The Anti-Defamation League and States United Democracy Center brought in Paul, Weiss and Dechert LLP as co-counsel in a federal lawsuit on behalf of the District of Columbia to hold the Proud Boys and the Oath Keepers accountable for their role in planning and carrying out the deadly January 6, 2021 attack on the U.S. Capitol—the first such suit by a government entity against the January 6 insurrectionists seeking to recoup damages for their violent conduct.

Following the 2020 Presidential election, in response to a call by two far-right organizations, the Proud Boys and the Oath Keepers, thousands of would-be insurgents from across the country amassed in the District, marched through its streets, and gathered at the U.S. Capitol, ready and eager to carry out a violent attack on the lawful operation of government.

Then, as the Proud Boys, the Oath Keepers, their leadership, and their affiliates had planned, hundreds of the marchers rioted, including breaking through police barricades, forcing their way into the Capitol building, terrorizing members of Congress and their staff, and brutally assaulting those who tried to stop them, including the District’s police force.
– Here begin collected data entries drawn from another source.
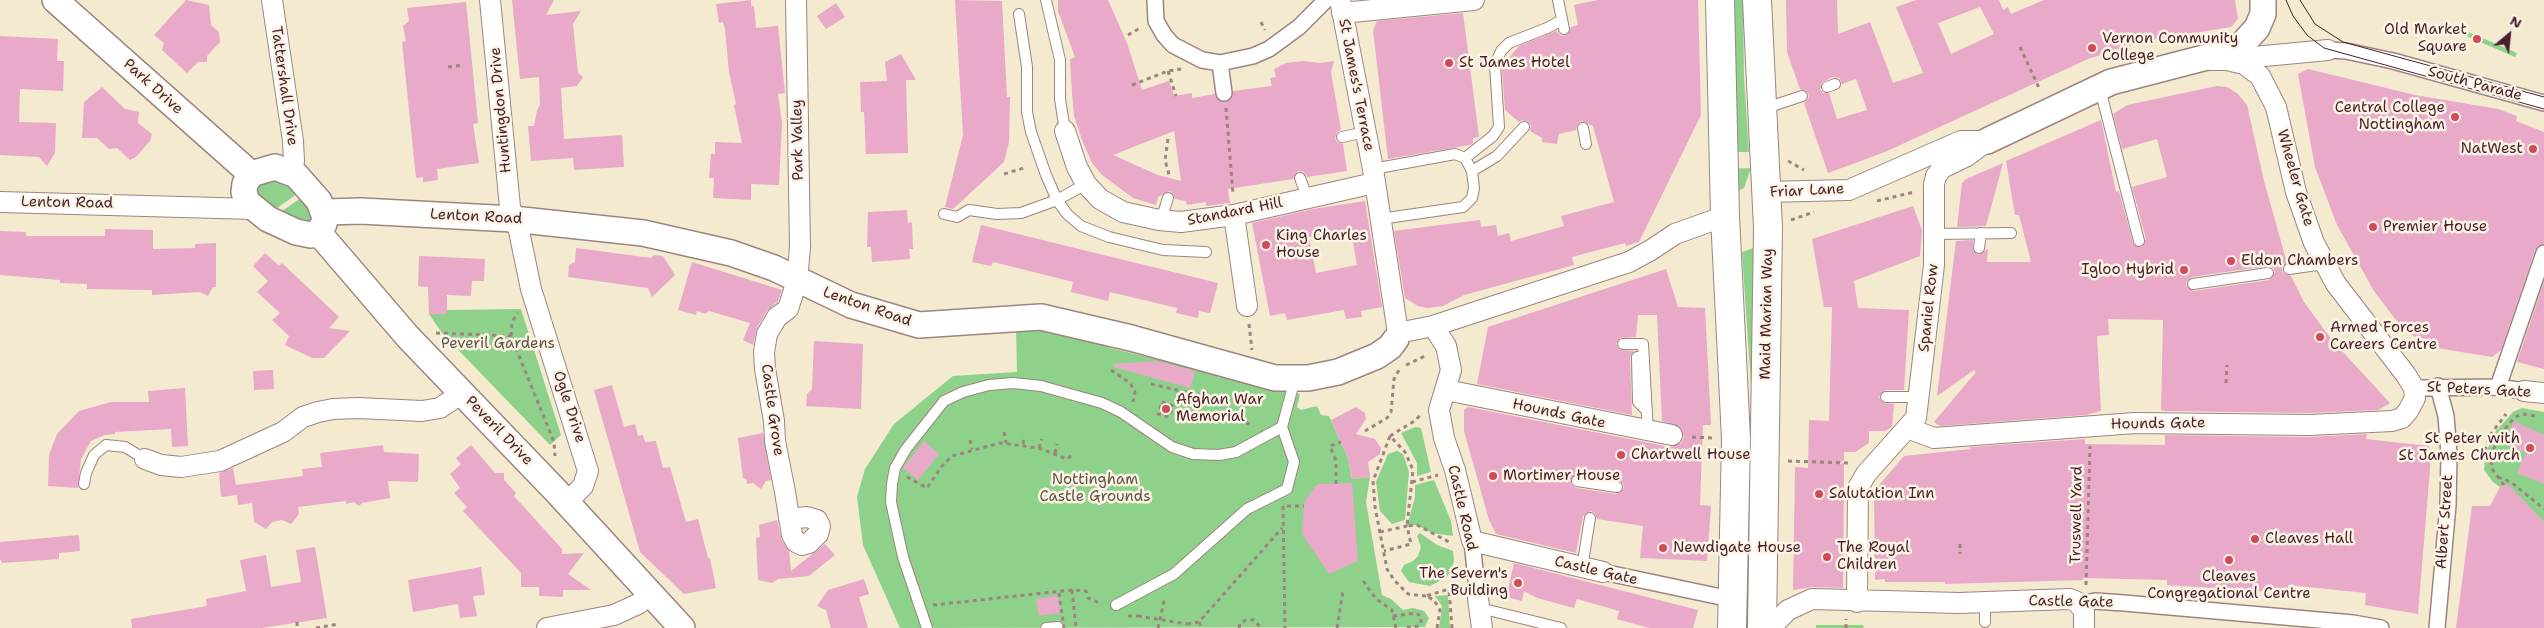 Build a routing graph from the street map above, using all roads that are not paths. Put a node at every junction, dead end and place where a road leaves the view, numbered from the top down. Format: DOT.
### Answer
graph roads {
  1 [pos="55,0"];
  2 [pos="272,0"];
  3 [pos="490,0"];
  4 [pos="796,0"];
  5 [pos="1046,0"];
  6 [pos="1155,0"];
  7 [pos="1326,0"];
  8 [pos="1474,0"];
  9 [pos="1558,0"];
  10 [pos="1720,0"];
  11 [pos="1757,0"];
  12 [pos="1341,6"];
  13 [pos="2262,9"];
  14 [pos="1018,14"];
  15 [pos="2328,50"];
  16 [pos="2227,60"];
  17 [pos="2193,61"];
  18 [pos="1220,63"];
  19 [pos="2099,88"];
  20 [pos="1224,93"];
  21 [pos="1802,96"];
  22 [pos="2544,103"];
  23 [pos="1764,109"];
  24 [pos="1524,127"];
  25 [pos="1582,128"];
  26 [pos="1366,132"];
  27 [pos="1071,135"];
  28 [pos="1342,137"];
  29 [pos="1987,141"];
  30 [pos="1586,144"];
  31 [pos="1464,158"];
  32 [pos="1908,164"];
  33 [pos="1472,171"];
  34 [pos="291,172"];
  35 [pos="252,174"];
  36 [pos="1374,176"];
  37 [pos="1300,178"];
  38 [pos="1086,184"];
  39 [pos="1934,184"];
  40 [pos="1765,192"];
  41 [pos="1307,197"];
  42 [pos="1168,198"];
  43 [pos="1057,200"];
  44 [pos="0,202"];
  45 [pos="254,209"];
  46 [pos="944,214"];
  47 [pos="1234,215"];
  48 [pos="1725,216"];
  49 [pos="1380,218"];
  50 [pos="513,219"];
  51 [pos="1161,220"];
  52 [pos="321,222"];
  53 [pos="1981,233"];
  54 [pos="2011,233"];
  55 [pos="1935,234"];
  56 [pos="2139,241"];
  57 [pos="1979,248"];
  58 [pos="1206,252"];
  59 [pos="2544,253"];
  60 [pos="2324,264"];
  61 [pos="2289,269"];
  62 [pos="2268,273"];
  63 [pos="797,281"];
  64 [pos="2193,284"];
  65 [pos="1247,306"];
  66 [pos="1433,326"];
  67 [pos="1397,336"];
  68 [pos="1623,344"];
  69 [pos="1637,357"];
  70 [pos="1296,378"];
  71 [pos="2438,386"];
  72 [pos="2414,388"];
  73 [pos="2498,388"];
  74 [pos="1446,390"];
  75 [pos="2524,391"];
  76 [pos="462,393"];
  77 [pos="2544,393"];
  78 [pos="1886,397"];
  79 [pos="1918,397"];
  80 [pos="1647,411"];
  81 [pos="1282,427"];
  82 [pos="1907,428"];
  83 [pos="1648,432"];
  84 [pos="1672,435"];
  85 [pos="145,459"];
  86 [pos="1576,481"];
  87 [pos="84,484"];
  88 [pos="1617,487"];
  89 [pos="562,498"];
  90 [pos="1590,518"];
  91 [pos="789,519"];
  92 [pos="1472,541"];
  93 [pos="1582,568"];
  94 [pos="1603,572"];
  95 [pos="650,595"];
  96 [pos="1478,597"];
  97 [pos="1721,597"];
  98 [pos="1857,602"];
  99 [pos="2080,604"];
  100 [pos="1116,605"];
  101 [pos="1539,625"];
  102 [pos="1061,627"];
  103 [pos="546,628"];
  104 [pos="682,628"];
  105 [pos="927,628"];
  106 [pos="1046,628"];
  107 [pos="1482,628"];
  108 [pos="1561,628"];
  109 [pos="1732,628"];
  110 [pos="1762,628"];
  111 [pos="1770,628"];
  112 [pos="2084,628"];
  113 [pos="2381,628"];
  114 [pos="2437,628"];
  1 -- 35 [label="street, Park Drive"];
  2 -- 34 [label="street, Tattershall Drive"];
  3 -- 50 [label="street, Huntingdon Drive"];
  4 -- 63 [label="street, Park Valley"];
  5 -- 27 [label="lane, Standard Hill"];
  6 -- 18 [label="street"];
  7 -- 18 [label="street"];
  8 -- 12 [label="street"];
  9 -- 31 [label="lane"];
  10 -- 48 [label="main road"];
  11 -- 23 [label="main road, Maid Marian Way"];
  12 -- 26 [label="street, St James's Terrace"];
  13 -- 17 [label="street, Friar Lane"];
  14 -- 43 [label="lane"];
  15 -- 16 [label="street, South Parade"];
  15 -- 22 [label="street, South Parade"];
  16 -- 17 [label="street, Wheeler Gate"];
  16 -- 60 [label="street, Wheeler Gate"];
  17 -- 19 [label="street, Friar Lane"];
  18 -- 20 [label="street"];
  19 -- 29 [label="street, Friar Lane"];
  19 -- 56 [label="lane"];
  21 -- 23 [label="lane"];
  23 -- 40 [label="main road, Maid Marian Way"];
  24 -- 33 [label="lane"];
  25 -- 30 [label="lane"];
  26 -- 28 [label="lane"];
  26 -- 36 [label="street, St James's Terrace"];
  27 -- 38 [label="street, Standard Hill"];
  29 -- 32 [label="street, Friar Lane"];
  29 -- 39 [label="street"];
  31 -- 33 [label="lane"];
  31 -- 36 [label="lane"];
  32 -- 39 [label="street"];
  32 -- 40 [label="street, Friar Lane"];
  33 -- 49 [label="lane"];
  34 -- 35 [label="street"];
  34 -- 52 [label="street"];
  35 -- 45 [label="street"];
  36 -- 41 [label="street, Standard Hill"];
  36 -- 49 [label="street"];
  37 -- 41 [label="lane"];
  38 -- 43 [label="lane"];
  38 -- 51 [label="street, Standard Hill"];
  39 -- 55 [label="street, Spaniel Row"];
  40 -- 48 [label="main road, Friar Lane"];
  40 -- 110 [label="main road, Maid Marian Way"];
  41 -- 47 [label="street, Standard Hill"];
  42 -- 51 [label="lane"];
  43 -- 46 [label="lane"];
  43 -- 58 [label="lane"];
  44 -- 45 [label="street, Lenton Road"];
  45 -- 52 [label="street, Lenton Road"];
  47 -- 51 [label="street, Standard Hill"];
  47 -- 65 [label="street"];
  48 -- 66 [label="street, Friar Lane"];
  48 -- 109 [label="main road"];
  49 -- 67 [label="street"];
  50 -- 52 [label="street, Lenton Road"];
  50 -- 63 [label="street, Lenton Road"];
  50 -- 89 [label="street, Ogle Drive"];
  52 -- 76 [label="street, Peveril Drive"];
  53 -- 54 [label="lane"];
  53 -- 55 [label="lane"];
  53 -- 57 [label="lane"];
  55 -- 79 [label="street, Spaniel Row"];
  59 -- 73 [label="street"];
  60 -- 61 [label="lane"];
  60 -- 72 [label="street, Wheeler Gate"];
  62 -- 64 [label="lane"];
  63 -- 70 [label="street, Lenton Road"];
  63 -- 91 [label="street, Castle Grove"];
  66 -- 67 [label="street, Friar Lane"];
  66 -- 74 [label="street, Castle Road"];
  67 -- 70 [label="street, Lenton Road"];
  68 -- 80 [label="lane"];
  69 -- 80 [label="lane"];
  70 -- 81 [label="lane"];
  71 -- 72 [label="street, St Peters Gate"];
  71 -- 73 [label="street, St Peters Gate"];
  71 -- 114 [label="street, Albert Street"];
  72 -- 82 [label="street, Hounds Gate"];
  73 -- 75 [label="street, St Peters Gate"];
  74 -- 83 [label="street, Hounds Gate"];
  74 -- 92 [label="street, Castle Road"];
  75 -- 77 [label="street, St Peters Gate"];
  76 -- 85 [label="street"];
  76 -- 89 [label="street, Peveril Drive"];
  78 -- 79 [label="lane"];
  79 -- 82 [label="street, Spaniel Row"];
  80 -- 83 [label="lane"];
  81 -- 100 [label="lane"];
  81 -- 105 [label="lane"];
  82 -- 98 [label="street, Spaniel Row"];
  83 -- 84 [label="street, Hounds Gate"];
  85 -- 87 [label="lane"];
  86 -- 88 [label="lane"];
  89 -- 95 [label="street, Peveril Drive"];
  90 -- 93 [label="lane"];
  92 -- 93 [label="street, Castle Gate"];
  92 -- 96 [label="street, Castle Road"];
  93 -- 94 [label="street, Castle Gate"];
  94 -- 97 [label="street, Castle Gate"];
  95 -- 103 [label="street"];
  95 -- 104 [label="street, Peveril Drive"];
  96 -- 101 [label="lane"];
  96 -- 107 [label="street, Castle Road"];
  98 -- 99 [label="street, Castle Gate"];
  98 -- 111 [label="street, Castle Gate"];
  99 -- 112 [label="street"];
  99 -- 113 [label="street, Castle Gate"];
  101 -- 108 [label="lane"];
  102 -- 106 [label="lane"];
}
The lawsuit seeks to recover damages for the substantial costs the District incurred as a result of the attack, particularly the physical and emotional injuries suffered by officers in the District’s Metropolitan Police Department.

The complaint details how the groups planned, recruited, publicized, funded and carried out a coordinated violent attack intended to interfere with the functioning of government and overturn a lawful election. The central pillar of this extraordinary lawsuit, like the Charlottesville case, is the Ku Klux Klan Act of 1871.

Discovery is ongoing.

Gersh v. Anglin

Gersh v. Anglin

The Southern Poverty Law Center brought suit on behalf of Tanya Gersh, a Jewish woman who was the victim of a “troll storm” of harassment and threats, and recovered a $14 million judgment against Andrew Anglin, a white supremacist, antisemitic conspiracy theorist, Holocaust denier and editor of a neo-Nazi website called The Daily Stormer .
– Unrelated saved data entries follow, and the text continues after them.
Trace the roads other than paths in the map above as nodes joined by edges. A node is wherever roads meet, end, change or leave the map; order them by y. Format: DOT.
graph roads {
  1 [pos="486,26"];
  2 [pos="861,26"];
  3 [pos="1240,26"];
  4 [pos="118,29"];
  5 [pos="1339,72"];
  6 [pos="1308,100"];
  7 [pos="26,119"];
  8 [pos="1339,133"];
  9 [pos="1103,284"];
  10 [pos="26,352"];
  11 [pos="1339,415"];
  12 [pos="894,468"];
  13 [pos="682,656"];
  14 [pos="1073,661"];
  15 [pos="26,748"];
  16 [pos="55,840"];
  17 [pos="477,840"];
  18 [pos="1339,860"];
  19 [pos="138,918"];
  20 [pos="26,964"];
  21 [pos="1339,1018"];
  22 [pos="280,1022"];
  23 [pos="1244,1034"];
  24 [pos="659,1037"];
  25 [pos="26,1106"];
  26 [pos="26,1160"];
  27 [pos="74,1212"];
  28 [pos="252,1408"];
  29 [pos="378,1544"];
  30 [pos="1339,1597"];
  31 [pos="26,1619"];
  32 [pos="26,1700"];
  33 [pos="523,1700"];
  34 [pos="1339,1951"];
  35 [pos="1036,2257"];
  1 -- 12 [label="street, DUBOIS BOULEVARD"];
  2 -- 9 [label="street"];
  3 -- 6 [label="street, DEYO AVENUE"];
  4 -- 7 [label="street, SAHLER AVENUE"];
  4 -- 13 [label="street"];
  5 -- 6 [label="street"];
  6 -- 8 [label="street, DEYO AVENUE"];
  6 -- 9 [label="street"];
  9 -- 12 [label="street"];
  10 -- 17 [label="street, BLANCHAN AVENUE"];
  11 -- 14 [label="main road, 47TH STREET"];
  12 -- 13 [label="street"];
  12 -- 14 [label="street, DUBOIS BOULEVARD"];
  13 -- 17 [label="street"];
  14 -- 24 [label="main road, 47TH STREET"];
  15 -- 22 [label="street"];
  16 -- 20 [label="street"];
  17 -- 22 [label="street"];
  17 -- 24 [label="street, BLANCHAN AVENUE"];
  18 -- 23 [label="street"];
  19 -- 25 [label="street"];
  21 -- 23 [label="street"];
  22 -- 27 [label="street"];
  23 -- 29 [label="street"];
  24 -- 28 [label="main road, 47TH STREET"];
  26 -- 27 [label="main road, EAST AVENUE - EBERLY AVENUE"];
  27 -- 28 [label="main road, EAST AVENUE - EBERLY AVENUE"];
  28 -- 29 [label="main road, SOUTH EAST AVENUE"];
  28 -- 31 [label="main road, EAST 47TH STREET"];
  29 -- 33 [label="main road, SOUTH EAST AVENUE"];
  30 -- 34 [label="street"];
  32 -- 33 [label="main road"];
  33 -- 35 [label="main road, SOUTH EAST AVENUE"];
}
Gersh and the Southern Poverty Law Center then brought in Paul, Weiss as co-counsel to help enforce the $14 million judgment. Paul, Weiss obtained an arrest warrant against Anglin, who has gone into hiding, began de-platforming The Daily Stormer and is working to track down Anglin’s assets.

Plaintiff Doe 1 and Plaintiff Doe 2 v. Patriot Front, et al.

Plaintiff Doe 1 and Plaintiff Doe 2 v. Patriot Front, et al.

On October 21, 2021, members of a white supremacist group, Patriot Front, spray painted over a massive, colorful mural in a public park in a majority-Black community in Richmond, Virginia, honoring Richmond-born tennis legend Arthur Ashe near the once-segregated courts where the young Grand Slam champion learned to play. Patriot Front, a group that calls for the formation of a white ethno-state, filmed themselves painting their logo over Ashe’s face.

On October 18, 2022, two Richmond residents filed suit against the group, its founder and national director, Thomas Rousseau; network director Paul Gancarz; two other identified members; and 23 “John Doe” defendants, looking to the Lawyers’ Committee for Civil Rights Under Law and co-counsel Paul, Weiss and Hunton Andrews Kurth for legal representation.

In their federal lawsuit filed in U.S. District Court for the Eastern District of Virginia, the suit claims that the vandalism represented an act of intimidation, and accuses the Patriot Front of targeting the neighborhood, making the neighborhood feel unsafe. The lawsuit alleges conspiracy to violate civil rights under the Ku Klux Klan Act of 1871 as well as intimidation based on racial animosity under Virginia state law, among other claims.

In March 2024, the court denied the defendants’ motion to dismiss in its entirety, and the case is moving into discovery.